Repeat the listing exactly as given, omitting every image.

------

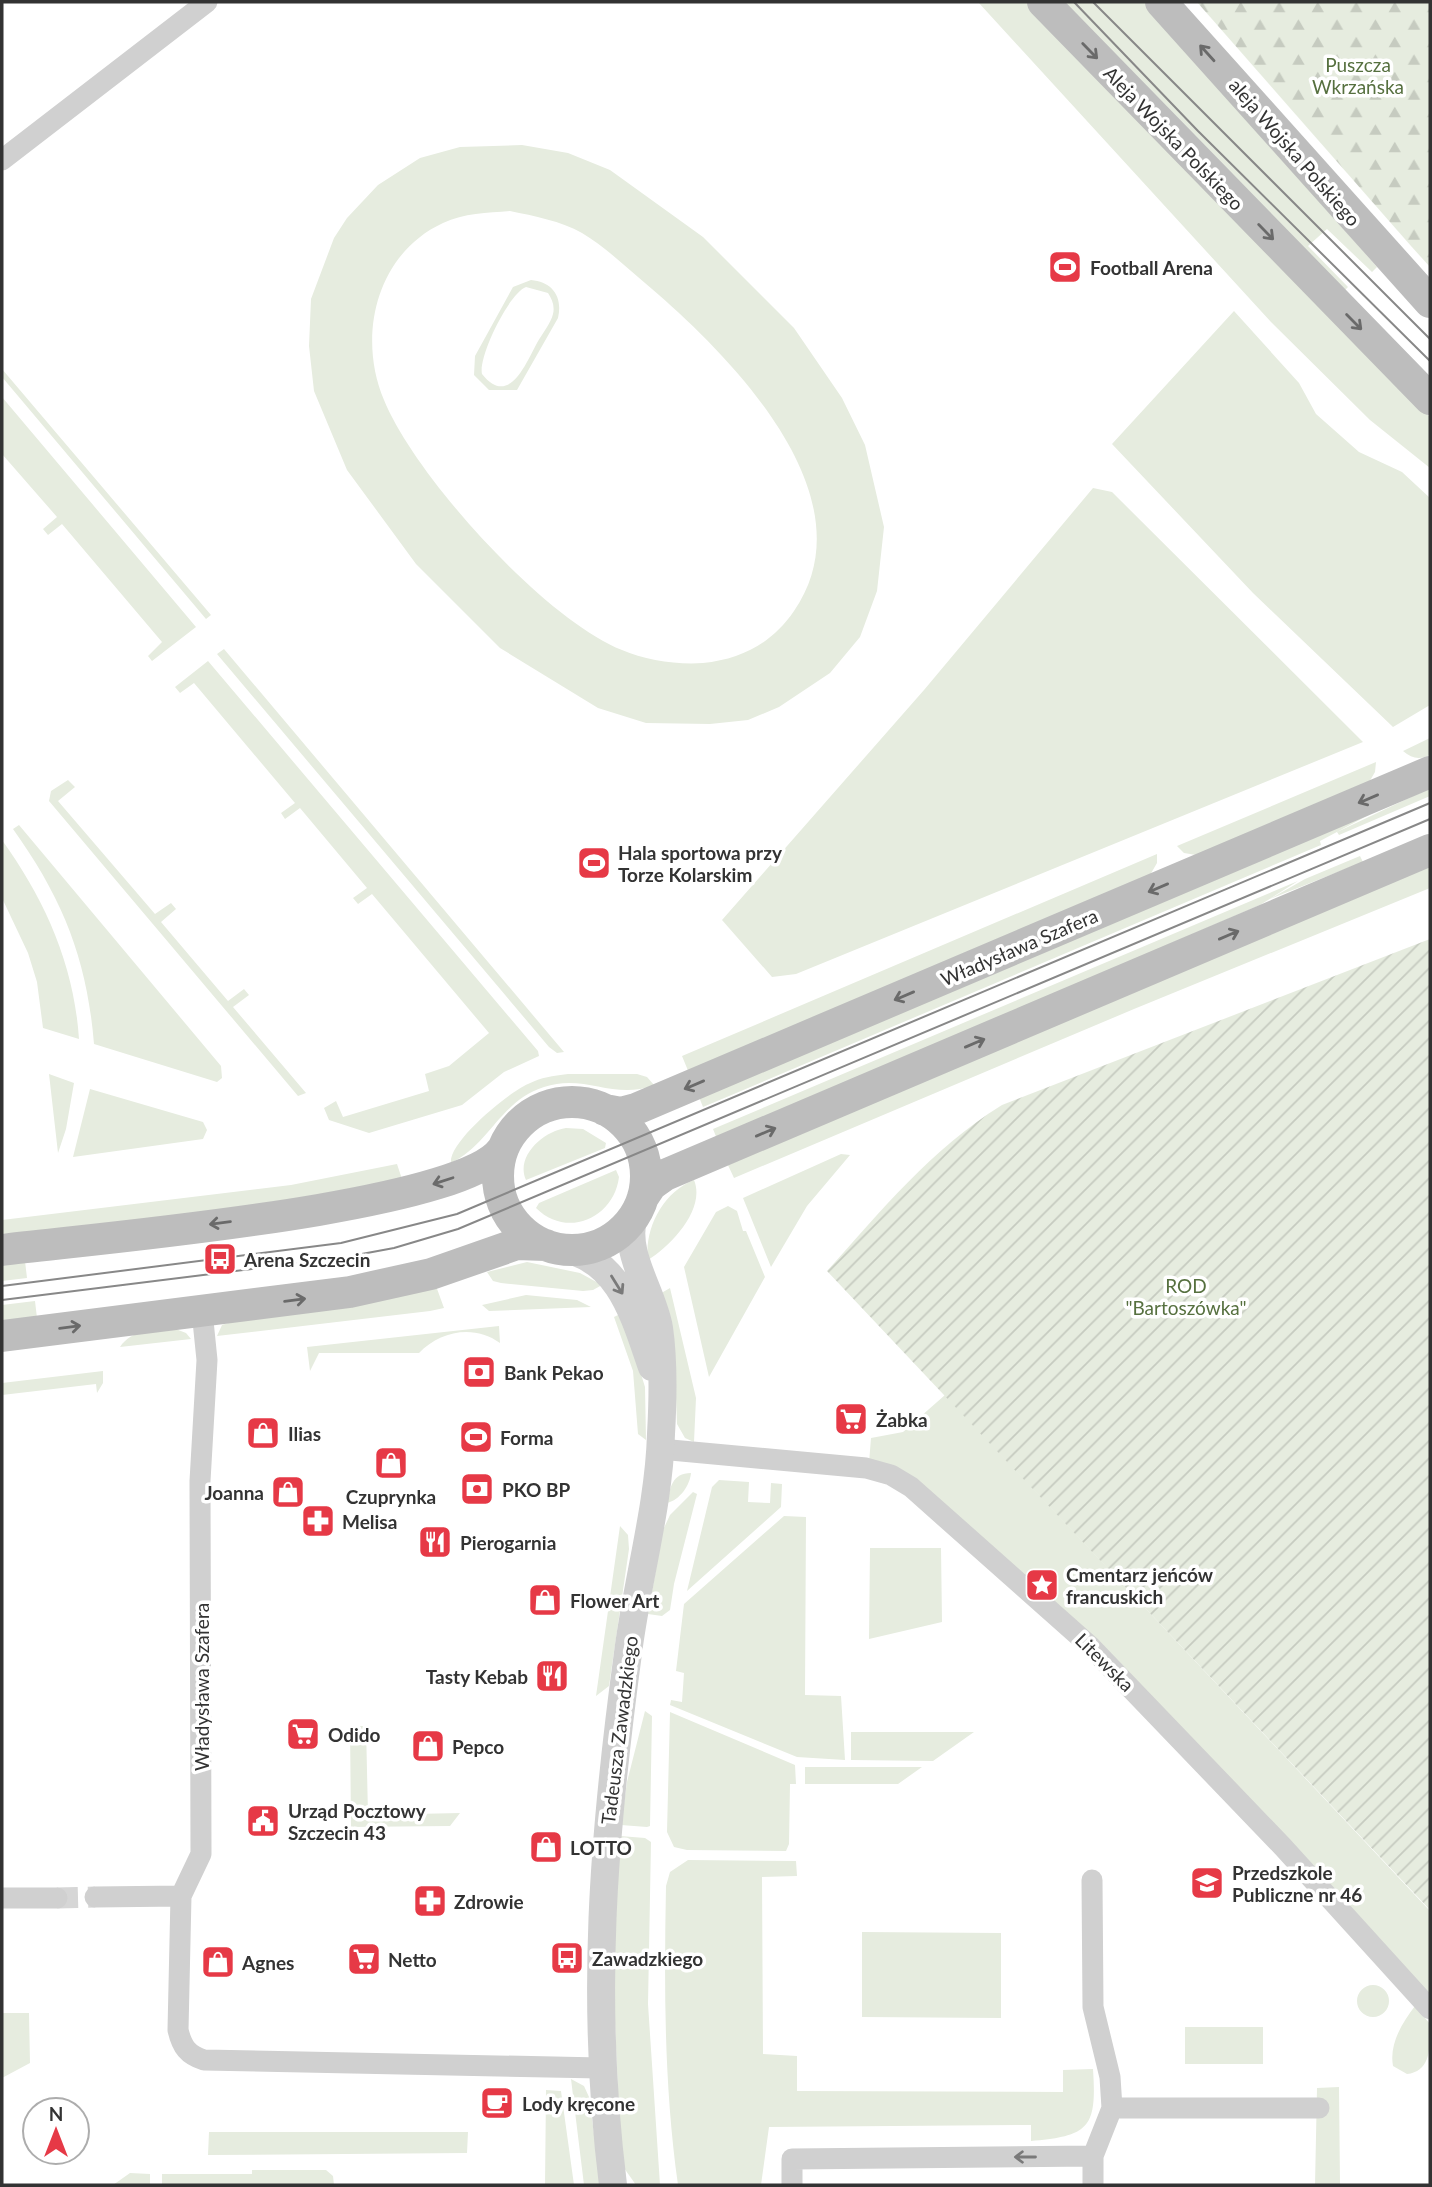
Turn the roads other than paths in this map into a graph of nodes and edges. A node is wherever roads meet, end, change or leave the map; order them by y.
1 (206, 2) edge
2 (1043, 2) edge
3 (1161, 2) edge
4 (2, 160) edge
5 (1430, 302) edge
6 (1430, 399) edge
7 (1430, 772) edge
8 (1430, 850) edge
9 (605, 1110) junction
10 (502, 1150) junction
11 (638, 1207) junction
12 (554, 1247) junction
13 (2, 1250) edge
14 (202, 1311) junction
15 (2, 1336) edge
16 (661, 1394) junction
17 (660, 1449) junction
18 (1092, 1880) dead end
19 (181, 1896) junction
20 (94, 1897) tunnel mouth
21 (2, 1898) edge
22 (57, 1898) tunnel mouth
23 (1430, 2009) edge
24 (601, 2068) junction
25 (1112, 2108) junction
26 (1319, 2108) dead end
27 (1093, 2156) junction
28 (613, 2185) edge
29 (792, 2185) edge
30 (1093, 2185) edge

1 - 4 street
2 -> 6 main road, Aleja Wojska Polskiego
5 -> 3 main road, aleja Wojska Polskiego
7 -> 9 main road, Władysława Szafera
11 -> 8 main road
9 - 10 main road
9 - 11 main road
10 - 12 main road
10 -> 13 main road
11 - 12 main road
11 - 16 street, Tadeusza Zawadzkiego
14 -> 12 main road
12 -> 16 street, Tadeusza Zawadzkiego
15 -> 14 main road
14 - 19 street, Władysława Szafera
16 - 17 street, Tadeusza Zawadzkiego
17 - 23 street, Litewska
17 - 24 street, Tadeusza Zawadzkiego
18 - 25 street
19 - 20 street
19 - 24 street, Władysława Szafera
21 - 22 street
24 - 28 street, Tadeusza Zawadzkiego
25 - 26 street
25 - 27 street
27 -> 29 street
27 - 30 street

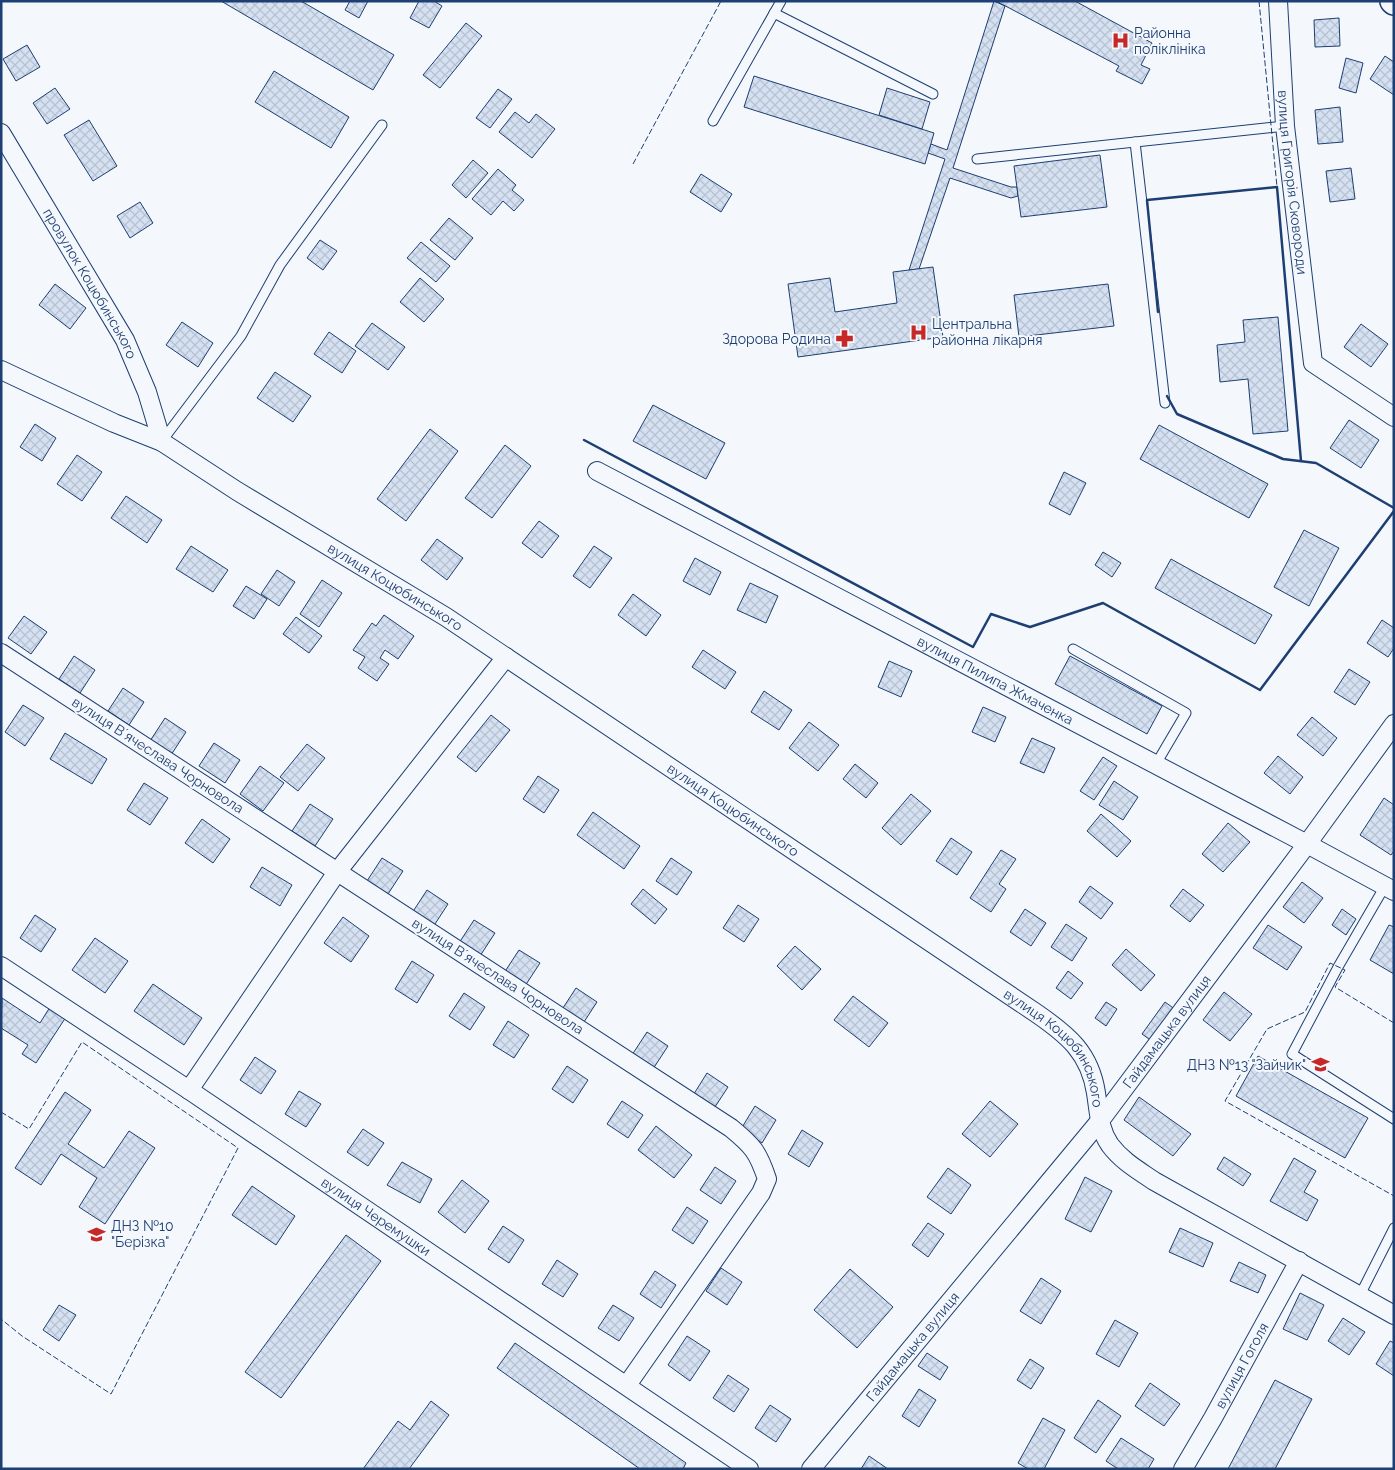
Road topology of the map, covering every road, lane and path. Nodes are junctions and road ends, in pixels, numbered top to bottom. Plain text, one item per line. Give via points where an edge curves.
1 (781, 1) edge
2 (1278, 1) edge
3 (774, 13) junction
4 (933, 94) dead end
5 (713, 121) dead end
6 (382, 126) dead end
7 (1286, 126) junction
8 (1, 132) edge
9 (1134, 142) junction
10 (977, 159) dead end
11 (1, 370) edge
12 (1165, 403) dead end
13 (1394, 417) edge
14 (162, 442) junction
15 (597, 471) dead end
16 (1073, 649) dead end
17 (1, 653) edge
18 (506, 657) junction
19 (1394, 724) edge
20 (1156, 764) junction
21 (1307, 844) junction
22 (337, 872) junction
23 (1389, 889) edge
24 (1, 966) edge
25 (189, 1090) junction
26 (1394, 1118) edge
27 (1099, 1122) junction
28 (1394, 1228) edge
29 (1298, 1261) junction
30 (1359, 1297) junction
31 (1394, 1315) edge
32 (627, 1385) junction
33 (749, 1469) edge
34 (811, 1469) edge
35 (1183, 1469) edge

1 - 3 lane
2 - 7 street, вулиця Григорія Сковороди
3 - 4 lane
3 - 5 lane
6 - 14 lane via 280,265 241,336
7 - 9 lane
7 - 13 street, вулиця Григорія Сковороди via 1313,363
8 - 14 street, провулок Коцюбинського via 125,340 147,392
9 - 10 lane
9 - 12 lane
11 - 14 street, вулиця Коцюбинського
14 - 18 street, вулиця Коцюбинського
15 - 20 street, вулиця Пилипа Жмаченка
16 - 20 lane via 1186,714
17 - 22 street, вулиця Вʼячеслава Чорновола
18 - 22 street
18 - 27 street, вулиця Коцюбинського via 1054,1025 1080,1051 1088,1064 1093,1076
19 - 21 street, Гайдамацька вулиця
20 - 21 street, вулиця Пилипа Жмаченка
21 - 23 street, вулиця Пилипа Жмаченка
21 - 27 street, Гайдамацька вулиця
22 - 25 street
22 - 32 street, вулиця Вʼячеслава Чорновола via 731,1128 760,1158 767,1180 761,1193
23 - 26 lane via 1338,967 1292,1054
24 - 25 street, вулиця Черемушки
25 - 32 street, вулиця Черемушки
27 - 29 street, вулиця Коцюбинського via 1121,1158 1154,1182
27 - 34 street, Гайдамацька вулиця
28 - 30 lane
29 - 30 street, вулиця Коцюбинського
29 - 35 street, вулиця Гоголя
30 - 31 street, вулиця Коцюбинського
32 - 33 street, вулиця Черемушки

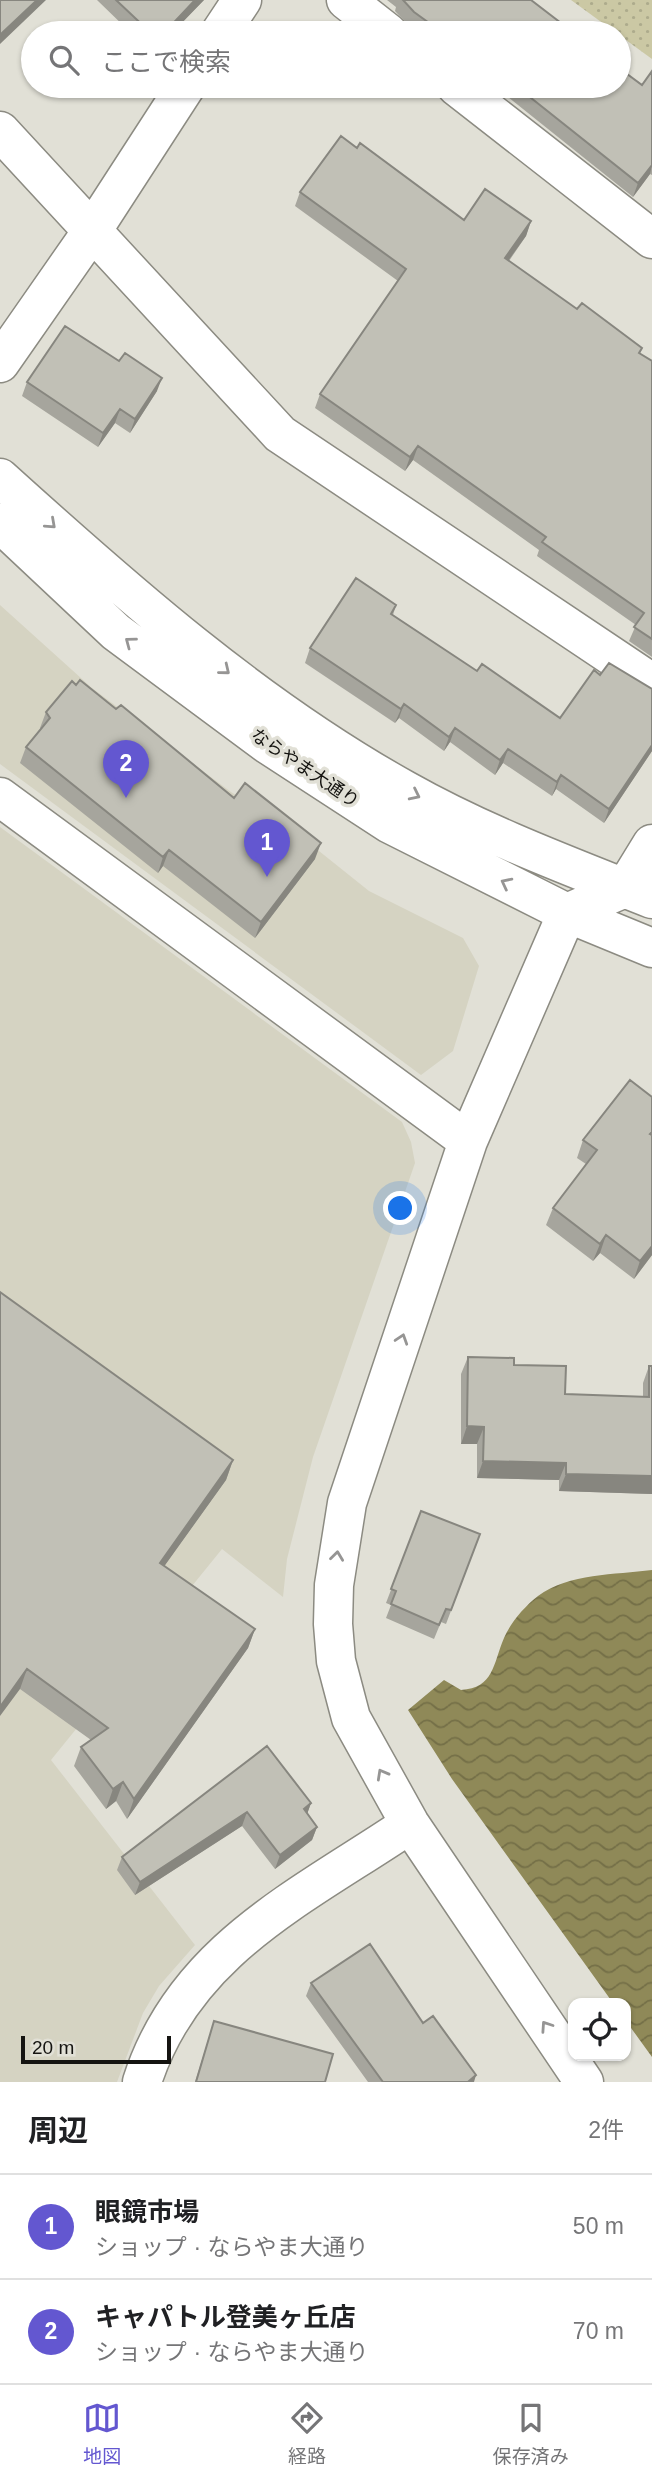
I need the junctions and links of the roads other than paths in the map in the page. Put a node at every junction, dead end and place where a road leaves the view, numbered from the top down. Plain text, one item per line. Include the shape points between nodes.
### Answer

------

### Response for this exercise
Turn the roads other than paths in this map into a graph of nodes and edges. A node is wherever roads meet, end, change or leave the map; order them by y.
1 (206, 2) edge
2 (1043, 2) edge
3 (1161, 2) edge
4 (2, 160) edge
5 (1430, 302) edge
6 (1430, 399) edge
7 (1430, 772) edge
8 (1430, 850) edge
9 (605, 1110) junction
10 (502, 1150) junction
11 (638, 1207) junction
12 (554, 1247) junction
13 (2, 1250) edge
14 (202, 1311) junction
15 (2, 1336) edge
16 (661, 1394) junction
17 (660, 1449) junction
18 (1092, 1880) dead end
19 (181, 1896) junction
20 (94, 1897) tunnel mouth
21 (2, 1898) edge
22 (57, 1898) tunnel mouth
23 (1430, 2009) edge
24 (601, 2068) junction
25 (1112, 2108) junction
26 (1319, 2108) dead end
27 (1093, 2156) junction
28 (613, 2185) edge
29 (792, 2185) edge
30 (1093, 2185) edge

1 - 4 street
2 -> 6 main road, Aleja Wojska Polskiego
5 -> 3 main road, aleja Wojska Polskiego
7 -> 9 main road, Władysława Szafera
11 -> 8 main road
9 - 10 main road
9 - 11 main road
10 - 12 main road
10 -> 13 main road
11 - 12 main road
11 - 16 street, Tadeusza Zawadzkiego
14 -> 12 main road
12 -> 16 street, Tadeusza Zawadzkiego
15 -> 14 main road
14 - 19 street, Władysława Szafera
16 - 17 street, Tadeusza Zawadzkiego
17 - 23 street, Litewska
17 - 24 street, Tadeusza Zawadzkiego
18 - 25 street
19 - 20 street
19 - 24 street, Władysława Szafera
21 - 22 street
24 - 28 street, Tadeusza Zawadzkiego
25 - 26 street
25 - 27 street
27 -> 29 street
27 - 30 street

Road topology of the map, covering every road, lane and path. Nodes are junctions and road ends, in pixels, numbered top to bottom. Plain text, one item per line. Give via points where an edge curves.
1 (781, 1) edge
2 (1278, 1) edge
3 (774, 13) junction
4 (933, 94) dead end
5 (713, 121) dead end
6 (382, 126) dead end
7 (1286, 126) junction
8 (1, 132) edge
9 (1134, 142) junction
10 (977, 159) dead end
11 (1, 370) edge
12 (1165, 403) dead end
13 (1394, 417) edge
14 (162, 442) junction
15 (597, 471) dead end
16 (1073, 649) dead end
17 (1, 653) edge
18 (506, 657) junction
19 (1394, 724) edge
20 (1156, 764) junction
21 (1307, 844) junction
22 (337, 872) junction
23 (1389, 889) edge
24 (1, 966) edge
25 (189, 1090) junction
26 (1394, 1118) edge
27 (1099, 1122) junction
28 (1394, 1228) edge
29 (1298, 1261) junction
30 (1359, 1297) junction
31 (1394, 1315) edge
32 (627, 1385) junction
33 (749, 1469) edge
34 (811, 1469) edge
35 (1183, 1469) edge

1 - 3 lane
2 - 7 street, вулиця Григорія Сковороди
3 - 4 lane
3 - 5 lane
6 - 14 lane via 280,265 241,336
7 - 9 lane
7 - 13 street, вулиця Григорія Сковороди via 1313,363
8 - 14 street, провулок Коцюбинського via 125,340 147,392
9 - 10 lane
9 - 12 lane
11 - 14 street, вулиця Коцюбинського
14 - 18 street, вулиця Коцюбинського
15 - 20 street, вулиця Пилипа Жмаченка
16 - 20 lane via 1186,714
17 - 22 street, вулиця Вʼячеслава Чорновола
18 - 22 street
18 - 27 street, вулиця Коцюбинського via 1054,1025 1080,1051 1088,1064 1093,1076
19 - 21 street, Гайдамацька вулиця
20 - 21 street, вулиця Пилипа Жмаченка
21 - 23 street, вулиця Пилипа Жмаченка
21 - 27 street, Гайдамацька вулиця
22 - 25 street
22 - 32 street, вулиця Вʼячеслава Чорновола via 731,1128 760,1158 767,1180 761,1193
23 - 26 lane via 1338,967 1292,1054
24 - 25 street, вулиця Черемушки
25 - 32 street, вулиця Черемушки
27 - 29 street, вулиця Коцюбинського via 1121,1158 1154,1182
27 - 34 street, Гайдамацька вулиця
28 - 30 lane
29 - 30 street, вулиця Коцюбинського
29 - 35 street, вулиця Гоголя
30 - 31 street, вулиця Коцюбинського
32 - 33 street, вулиця Черемушки

I need the junctions and links of the roads other than paths in the map in the page. Put a node at every junction, dead end and place where a road leaves the view, numbered from the top down. Plain text, one item per line. Include the shape points between nodes.
### Answer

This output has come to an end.